Mothering Sunday: It’s when we get to mother our mothers – spoil them rotten and yes, say a big fat THANK YOU for all the stuff they do for us, past, present and future. It’s quick and easy to do your own posy, and is lovely and charming because you did it yourself (and from a mother’s point of view, getting something home-made by your children is pretty much the zenith of happiness).
You might think there’s nothing to be had in the garden right now, but look carefully and you’ll find treasure. The trick to this is confidence…know that it’s not what you put in your posy, but that you make one. Go round the garden snipping anything and everything that looks sweet and cheerful, along with a few bits of greenery – even herbs will do (most people have rosemary or oregano kicking around). Snip the stems as long as possible, and assemble the posy in your hand, adding each bloom individually until you are happy with it. Tie it with some string, adding more blooms if you feel you need to, and then cut the stems so they’re all the same length before covering the string with some proper silken ribbon in a life-affirming colour.
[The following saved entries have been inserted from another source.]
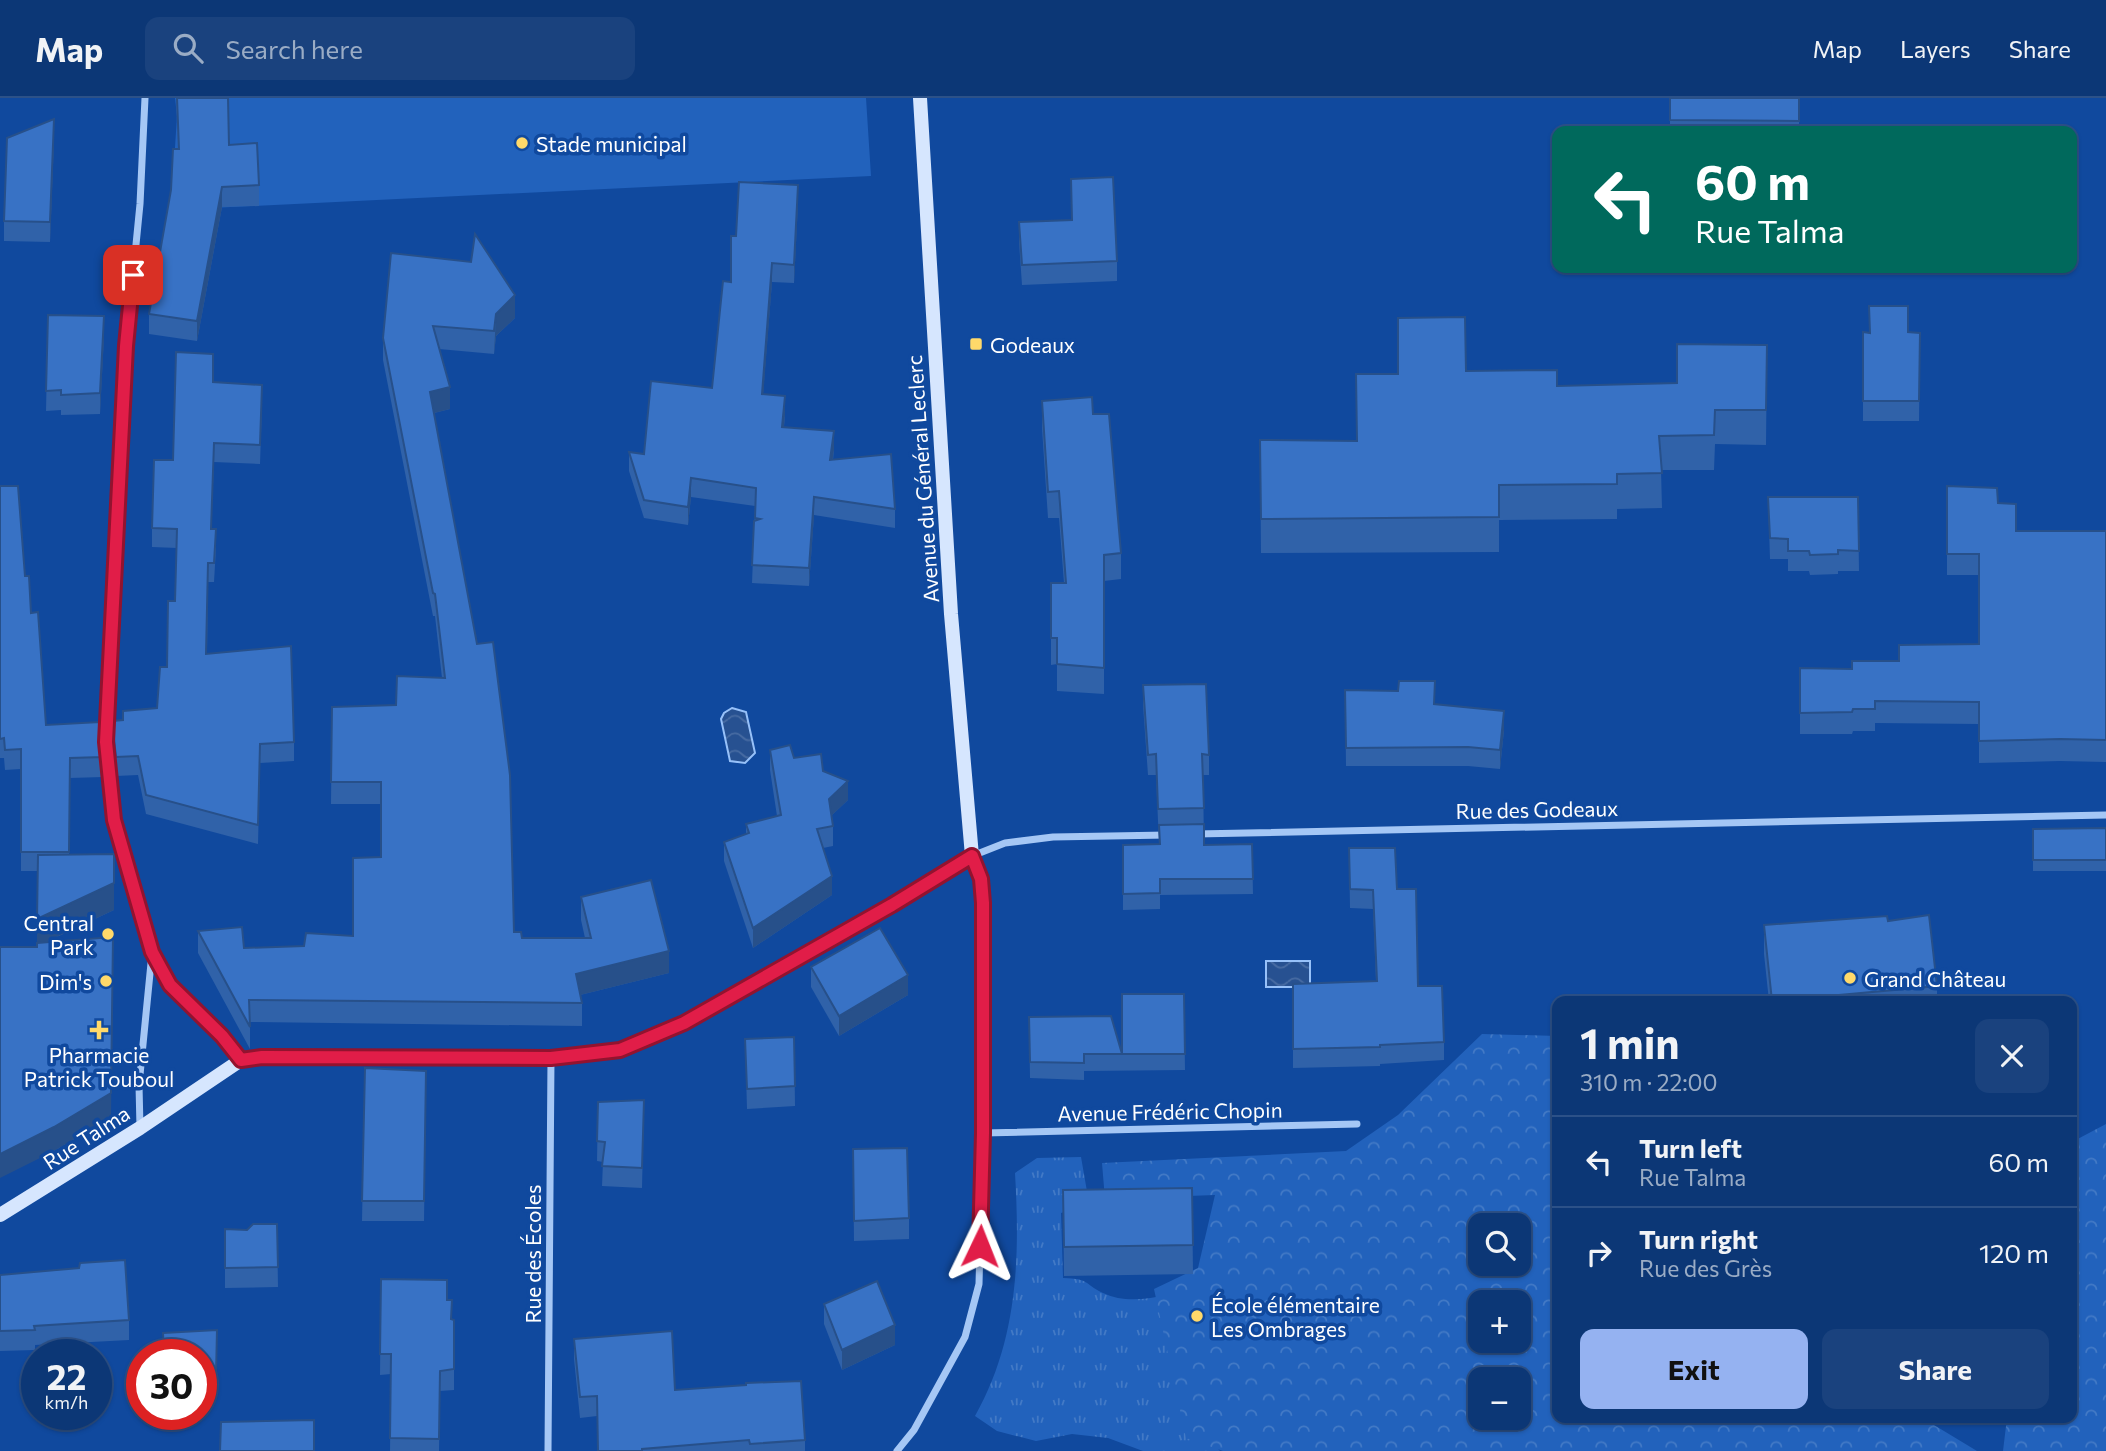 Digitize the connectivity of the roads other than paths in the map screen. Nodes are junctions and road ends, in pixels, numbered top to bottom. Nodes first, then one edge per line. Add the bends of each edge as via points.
1 (145, 98) edge
2 (920, 98) edge
3 (2106, 815) edge
4 (1176, 834) edge
5 (1190, 834) edge
6 (972, 856) junction
7 (152, 952) junction
8 (551, 1058) junction
9 (241, 1060) junction
10 (1357, 1124) dead end
11 (140, 1128) junction
12 (983, 1133) junction
13 (0, 1215) edge
14 (548, 1451) edge
15 (897, 1451) edge

1 - 7 street via 126,346 106,742 114,820
2 - 6 main road, Avenue du Général Leclerc via 951,614
3 - 5 street, Rue des Godeaux
4 - 6 street via 1005,842
6 - 8 main road, Rue Talma via 684,1023 620,1050
6 - 12 street via 981,879 983,903
7 - 9 street via 170,985
7 - 11 street via 139,1085
8 - 9 main road, Rue Talma
8 - 14 street, Rue des Écoles
9 - 11 main road, Rue Talma
10 - 12 street, Avenue Frédéric Chopin
11 - 13 main road, Rue Talma
12 - 15 street via 979,1284 965,1337 914,1430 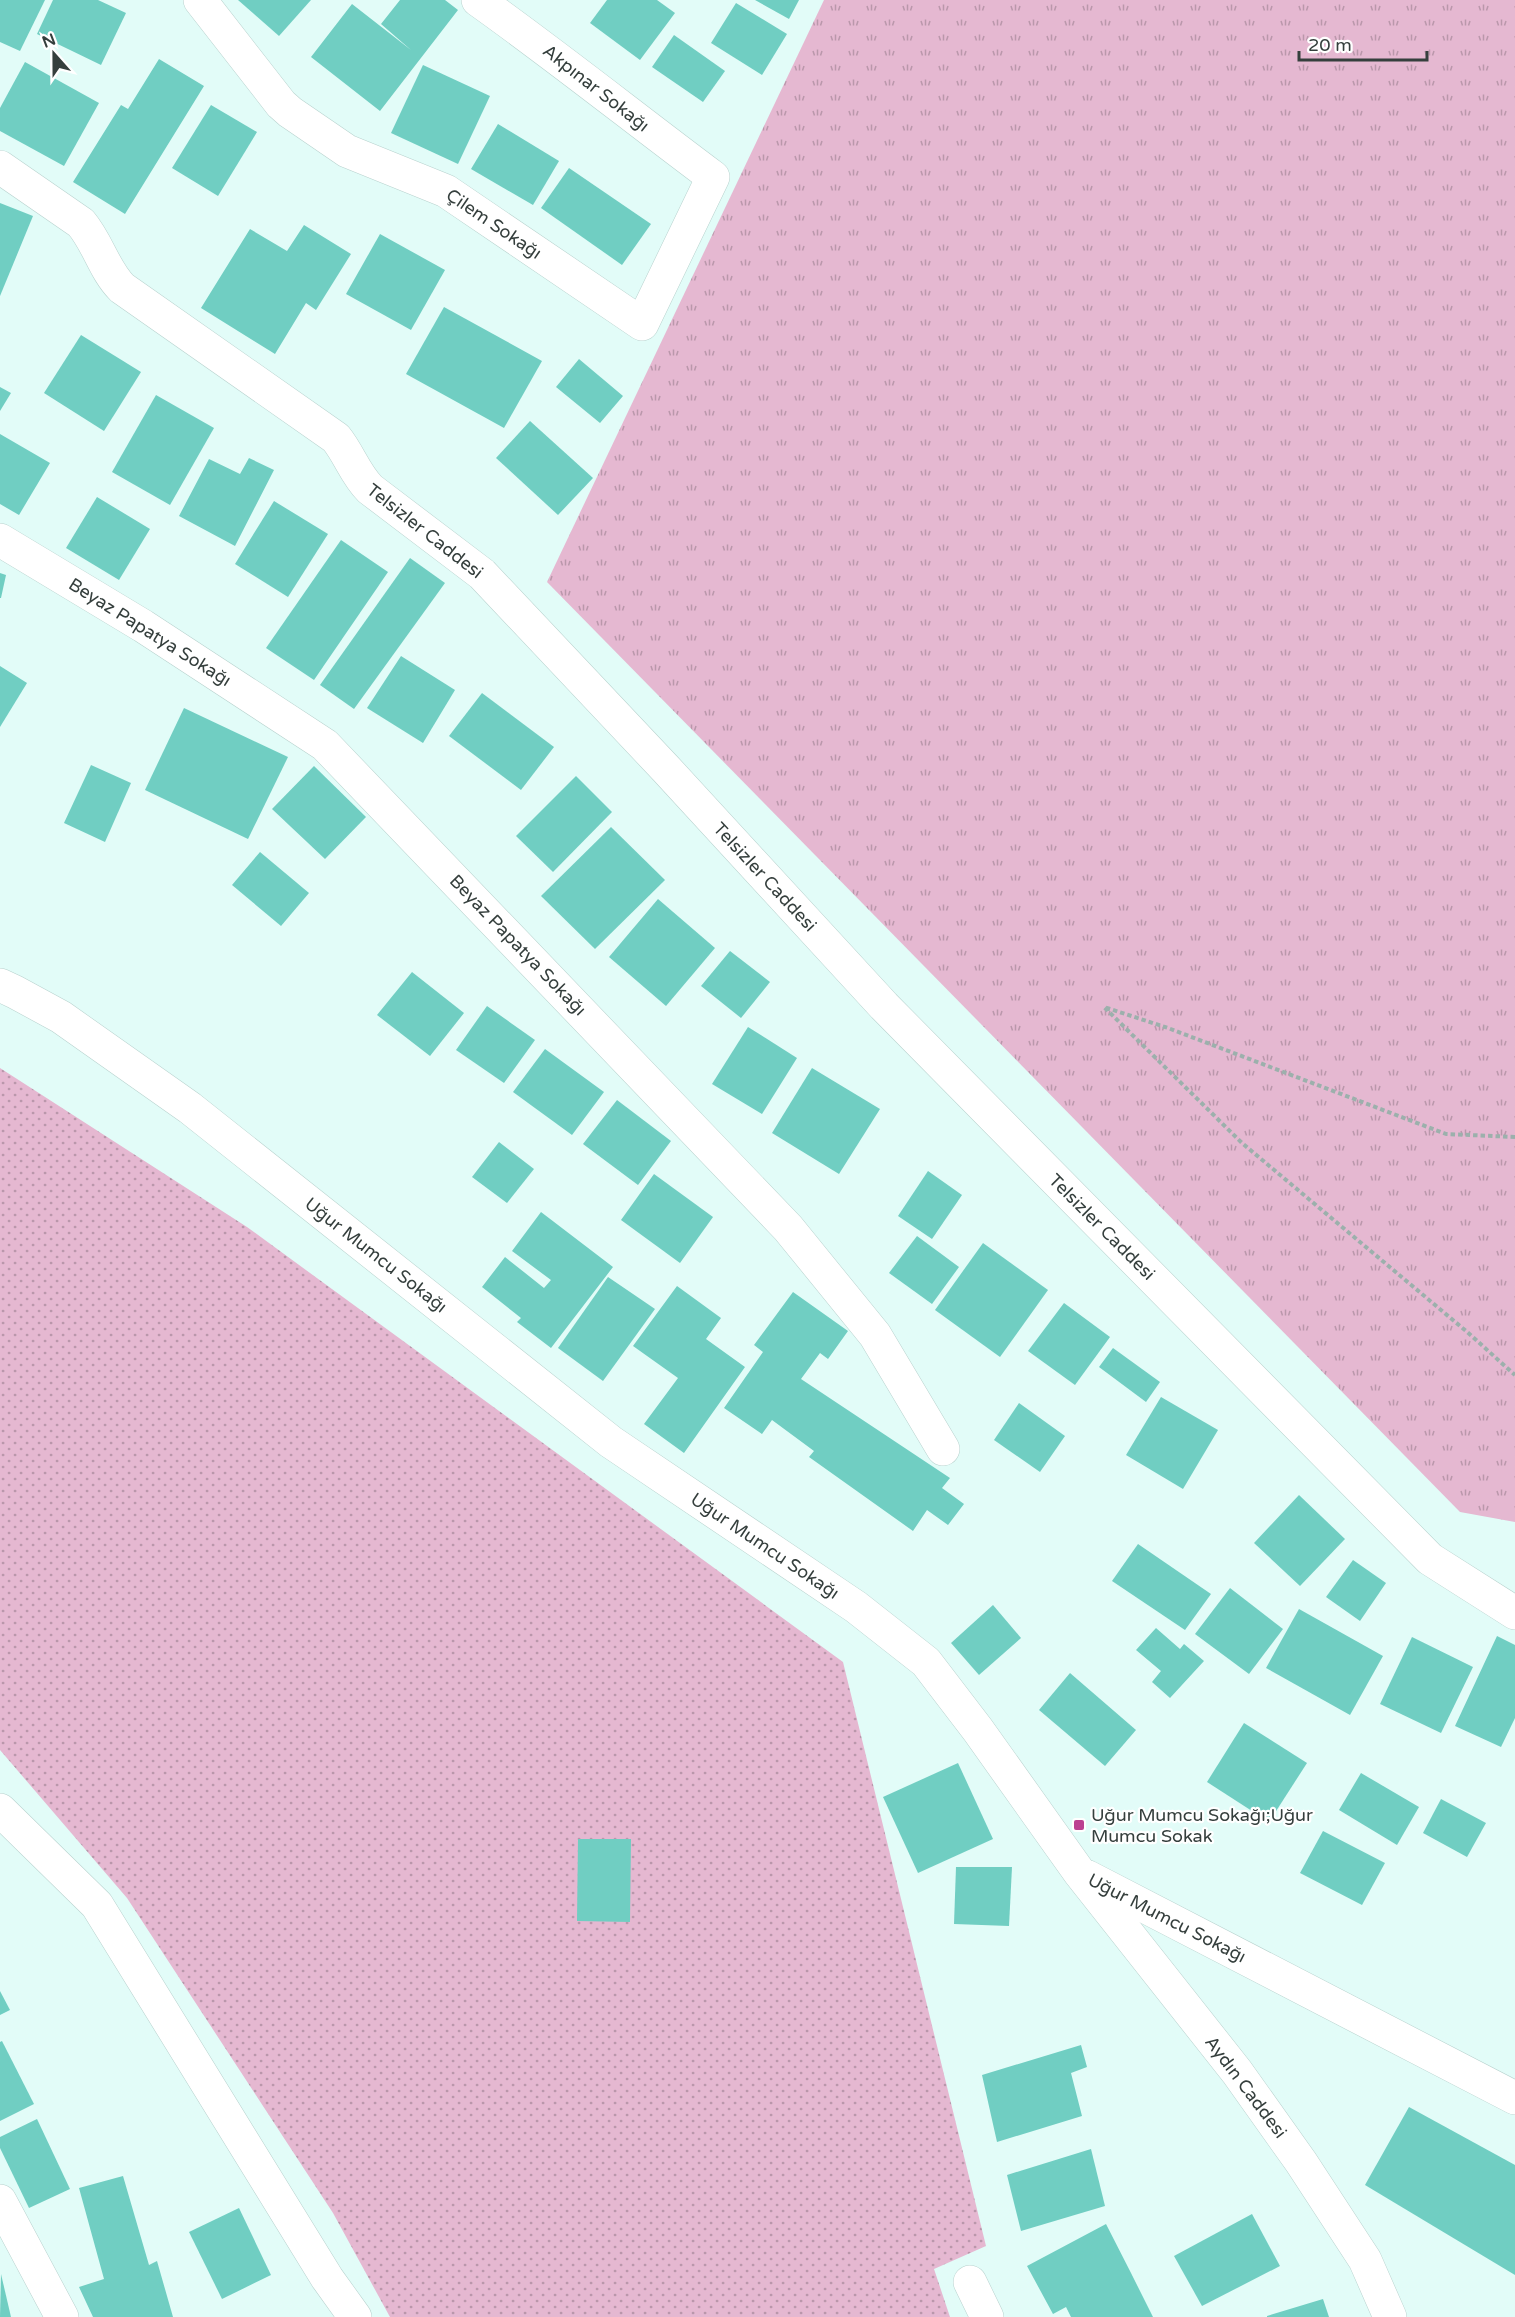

My posy is made up of daffodils, muscari (Grape hyacinth), leucojum vernum (Spring snowflake) and hellebore, together with some rosemary stems and viburnum tinus to pad it out, three Snake’s head fritillary blooms that I snipped from a pot a plant bought recently at the garden centre (my fritillaries are not even out of the ground yet), and a single stem of erysimum (Wall flower) that has decided to make an early appearance. I put it together completely randomly, without fussing about what went where, and without even thinking about colour. My mother is going to love it.
If you don’t have a garden from which to pilfer a posy, then a tiny little pot of violets or primroses (and you can forage responsibly for these country-wide) is enough to gladden any mother’s heart.